> **What to work on**
Copy each line of the data below in which the word "Clarion" can be found.

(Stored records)
::::::::

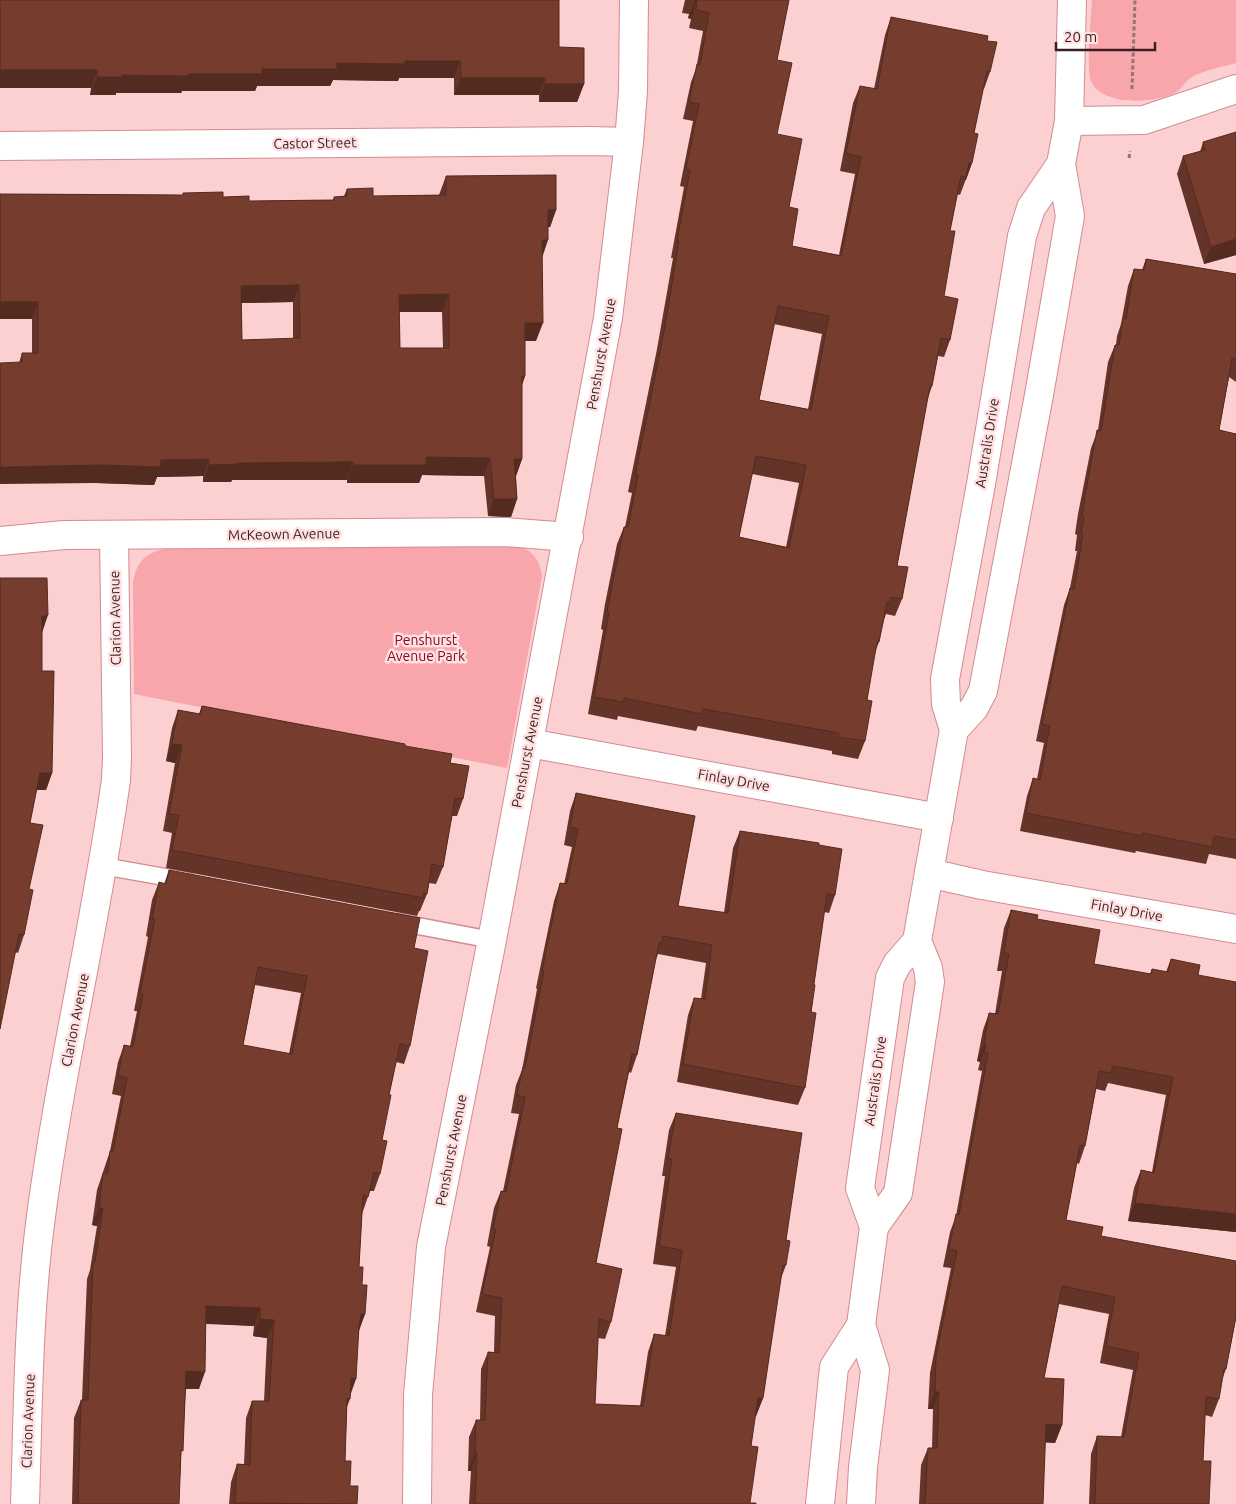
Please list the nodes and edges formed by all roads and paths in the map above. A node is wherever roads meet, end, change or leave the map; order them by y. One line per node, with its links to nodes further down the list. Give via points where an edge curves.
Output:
1 (634, 0): 7 (street, Penshurst Avenue, via 634,91)
2 (1072, 0): 6 (street, Australis Drive)
3 (1135, 0): 5 (path)
4 (1236, 89): 5 (street, via 1144,120)
5 (1130, 120): 6 (street); 9 (path)
6 (1069, 121): 10 (street, Australis Drive)
7 (629, 142): 8 (street, Castor Street); 12 (street, Penshurst Avenue, via 608,318)
8 (0, 146)
9 (1129, 158)
10 (1061, 164): 14 (street, Australis Drive, via 1070,216 999,611 983,691 974,708); 14 (street, Australis Drive, via 1031,208 1022,236 981,484 944,679 946,704)
11 (114, 535): 12 (street, McKeown Avenue, via 505,532); 13 (street, McKeown Avenue, via 64,535); 17 (street, Clarion Avenue, via 117,758)
12 (569, 537): 15 (street, Penshurst Avenue)
13 (0, 541)
14 (954, 730): 16 (street, Australis Drive)
15 (529, 743): 16 (street, Finlay Drive); 22 (street, Penshurst Avenue)
16 (938, 818): 18 (street, Australis Drive)
17 (103, 866): 19 (lane); 26 (street, Clarion Avenue, via 40,1226)
18 (929, 873): 21 (street, Finlay Drive); 23 (street, Australis Drive)
19 (206, 885)
20 (379, 918): 22 (lane)
21 (1236, 929)
22 (492, 940): 27 (street, Penshurst Avenue, via 431,1247 418,1395)
23 (918, 941): 24 (street, Australis Drive, via 930,982 898,1193); 24 (street, Australis Drive, via 897,964 890,978 860,1188)
24 (874, 1227): 25 (street, Australis Drive)
25 (861, 1325): 28 (street, Australis Drive, via 834,1367); 29 (street, Australis Drive, via 875,1370)
26 (25, 1504)
27 (417, 1504)
28 (820, 1504)
29 (861, 1504)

::::::::

> **Task result**
11 (114, 535): 12 (street, McKeown Avenue, via 505,532); 13 (street, McKeown Avenue, via 64,535); 17 (street, Clarion Avenue, via 117,758)
17 (103, 866): 19 (lane); 26 (street, Clarion Avenue, via 40,1226)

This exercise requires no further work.